Reference Article: Editorial | The Hindu – Data deficiencies: On India and the IMF’s low grading

UPSC Relevance:
GS III – Indian Economy

The IMF has assigned India’s national accounts statistics a ‘C’ grade, the second-lowest possible. This raises major concerns about data adequacy and economic surveillance, despite India’s otherwise strong statistical institutional base.

Key Concerns Raised by IMF

  • Outdated Base Year (2011–12)
    • The single biggest flaw affecting GDP, GVA, CPI, and IIP.
    • Results in distorted macro indicators and inaccurate policy signals.
  • Poor Comparability & Surveillance
    • A ‘C’ grade places India alongside China, signaling opacity and data limitations for global assessments.
  • Skewed CPI Structure
    • Excessive food weight and outdated consumption patterns lead to misleading inflation estimates.
    • Impairs the RBI’s monetary policy, which relies on CPI as the nominal anchor.

Systemic Data Challenges

  • Weak capture of the informal sector
    • India’s informal economy is large, fluid, unregistered, and cash-based, making measurement difficult.
    • Underestimation affects GDP size, growth trajectory, and assessment of household well-being.
  • Delays in updating methodologies & releasing new series
    • Upcoming revisions (National Accounts, CPI, IIP) are scheduled only in early 2026, far too delayed for a fast-changing economy.

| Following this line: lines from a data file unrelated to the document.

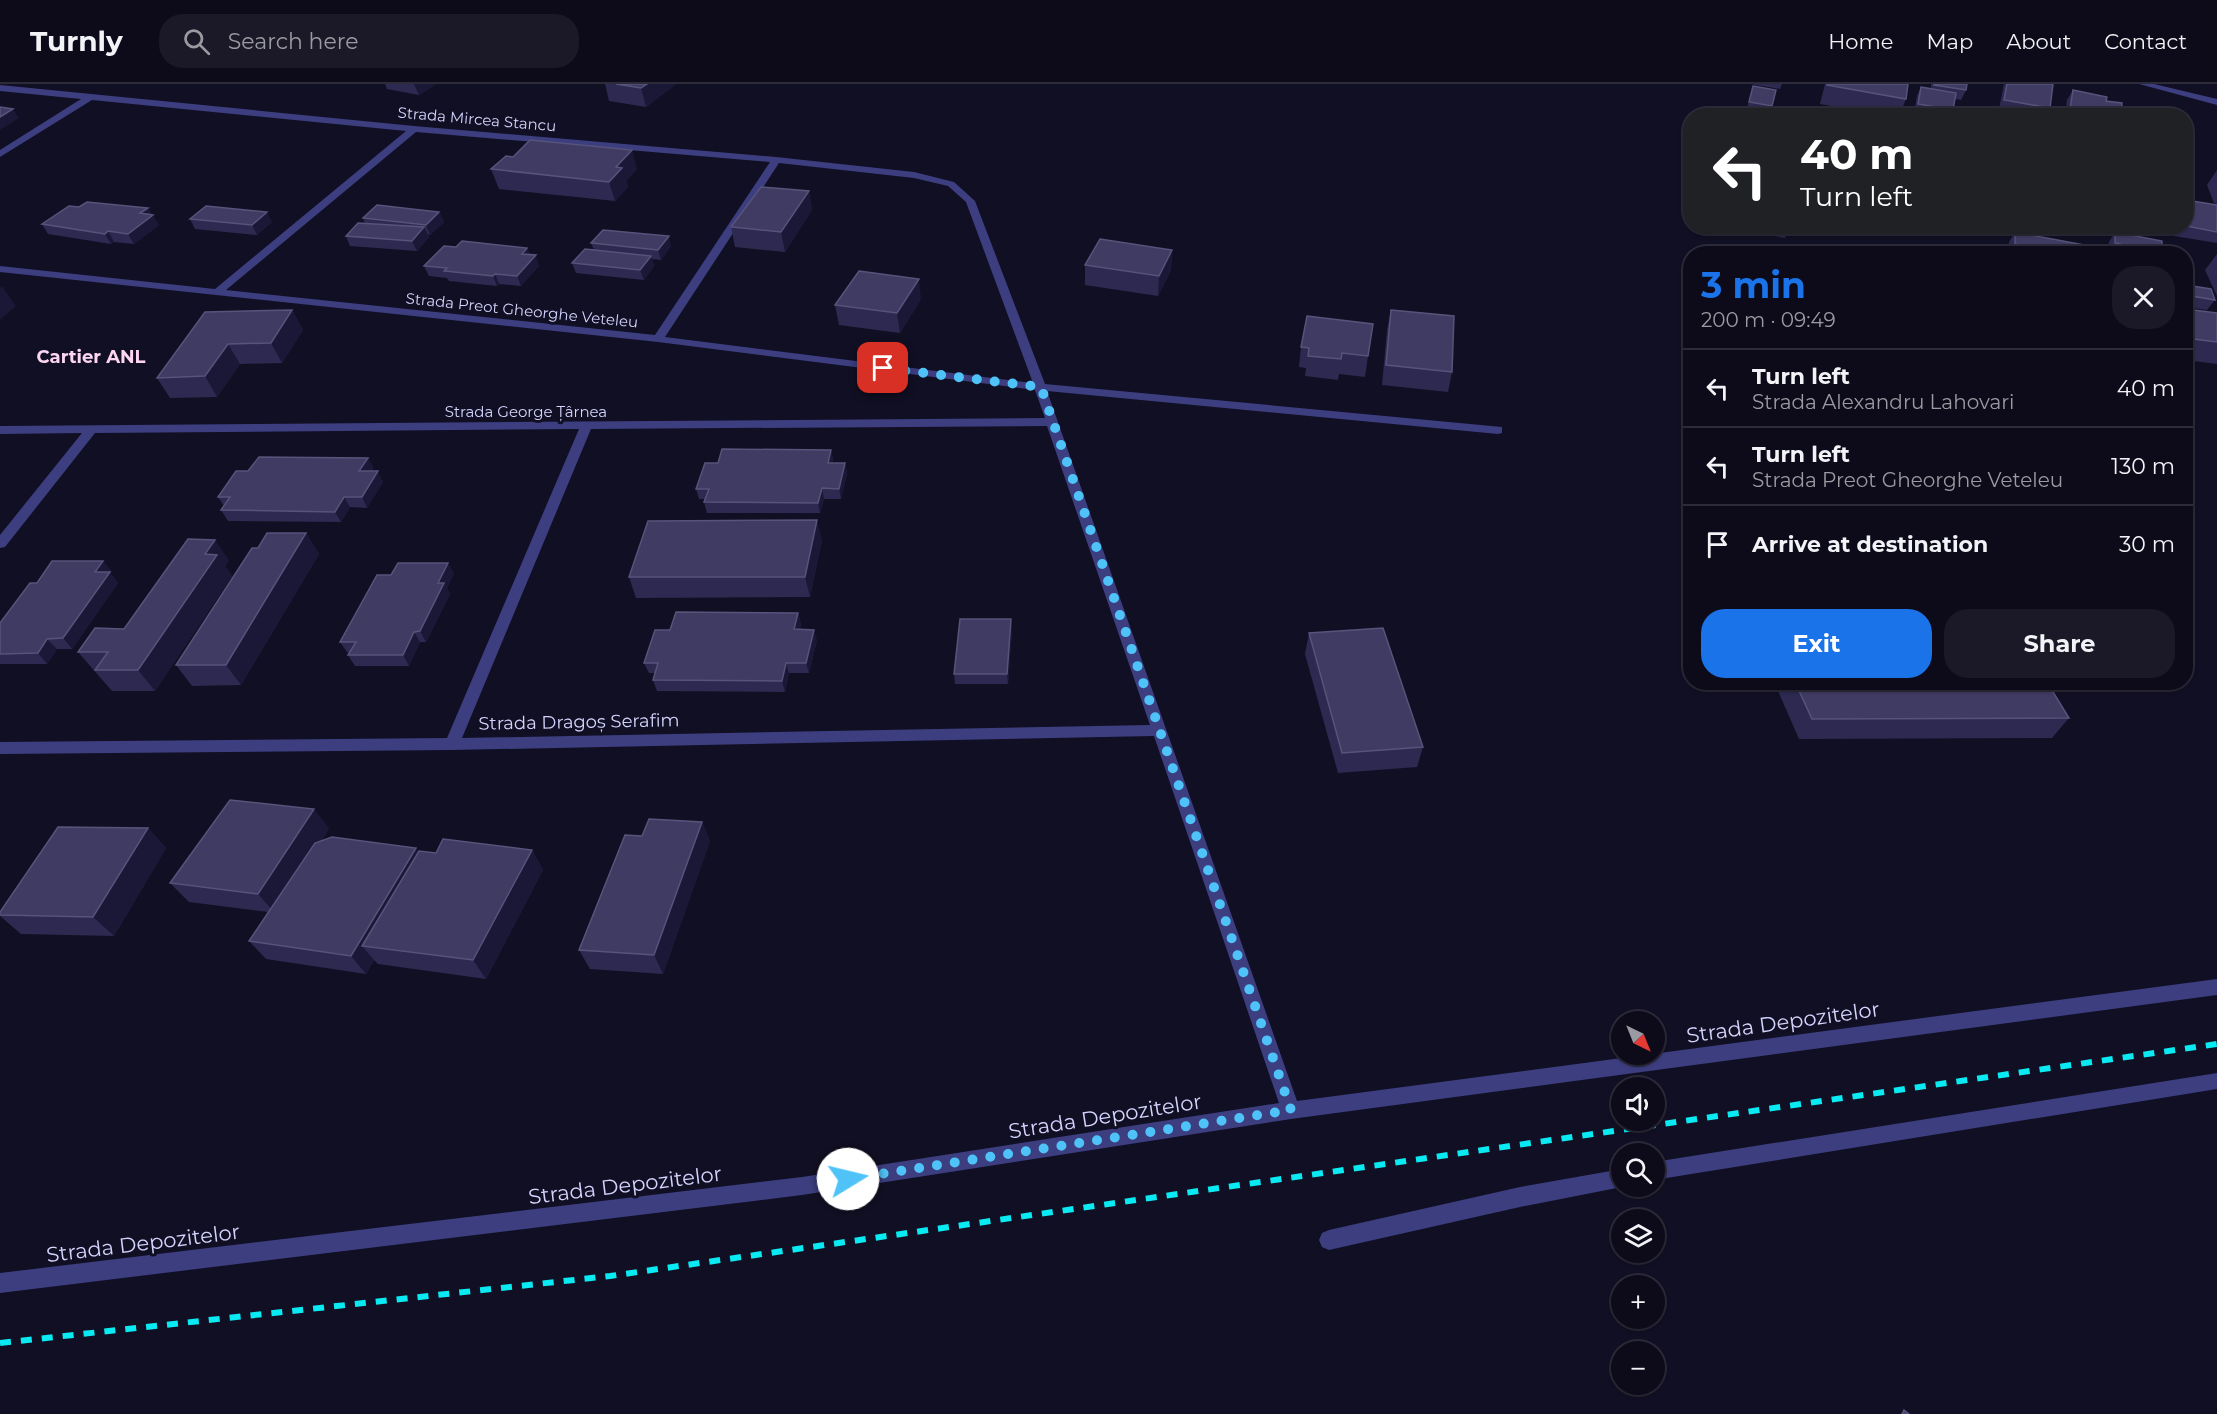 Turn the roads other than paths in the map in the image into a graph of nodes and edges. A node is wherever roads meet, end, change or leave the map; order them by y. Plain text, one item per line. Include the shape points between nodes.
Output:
1 (2143, 84) edge
2 (0, 88) edge
3 (90, 97) junction
4 (2217, 102) edge
5 (414, 129) junction
6 (0, 154) edge
7 (776, 160) junction
8 (0, 269) edge
9 (216, 293) junction
10 (658, 339) junction
11 (1041, 387) junction
12 (1052, 422) junction
13 (586, 426) junction
14 (92, 429) junction
15 (0, 430) edge
16 (1498, 430) dead end
17 (0, 544) edge
18 (1159, 730) junction
19 (452, 744) junction
20 (0, 748) edge
21 (2217, 987) edge
22 (2217, 1081) edge
23 (1291, 1110) junction
24 (1665, 1169) edge
25 (1611, 1180) edge
26 (1329, 1240) dead end
27 (0, 1283) edge

1 - 4 street
2 - 3 street, Strada Mircea Stancu
3 - 5 street, Strada Mircea Stancu
3 - 6 street
5 - 7 street, Strada Mircea Stancu
5 - 9 street
7 - 10 street
7 - 11 street, Strada Mircea Stancu via 915,176 951,184 970,201
8 - 9 street, Strada Preot Gheorghe Veteleu
9 - 10 street, Strada Preot Gheorghe Veteleu
10 - 11 street, Strada Preot Gheorghe Veteleu
11 - 12 street
11 - 16 street, Strada Preot Gheorghe Veteleu
12 - 13 street, Strada George Țârnea
12 - 18 street
13 - 14 street, Strada George Țârnea
13 - 19 street
14 - 15 street, Strada George Țârnea
14 - 17 street
18 - 19 street, Strada Dragoș Serafim
18 - 23 street
19 - 20 street, Strada Dragoș Serafim
21 - 23 street, Strada Depozitelor
22 - 24 street
23 - 27 street, Strada Depozitelor via 802,1186
25 - 26 street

Recent Improvements & Upcoming Reforms

  • MCA-21 corporate database: Introduced in the 2011–12 series, replacing ASI — improved granularity and coverage of formal firms.
  • Proposed inclusion of GST data in the new GDP series next year: A major advancement for real-time, transaction-level economic measurement.
  • Efforts underway to update base years and revise methodologies across statistical products.

Implications

  • Policy distortion
    • Outdated and incomplete data hampers fiscal, monetary, and sectoral policies.
  • Loss of credibility
    • Weak data quality hurts India’s global economic image and investor confidence.
  • Structural blind spots
    • Failure to capture informal-sector trends leads to misjudging employment, consumption stress, and poverty.

Conclusion

The IMF’s ‘C’ grade is a reminder that modern economies require modern statistics. India must accelerate:

  • Base-year updates
  • Informal-sector measurement techniques
  • Integration of GST and digital data
  • Timely, transparent dissemination practices

Without these, policy will continue to operate on outdated signals, undermining economic governance and long-term credibility.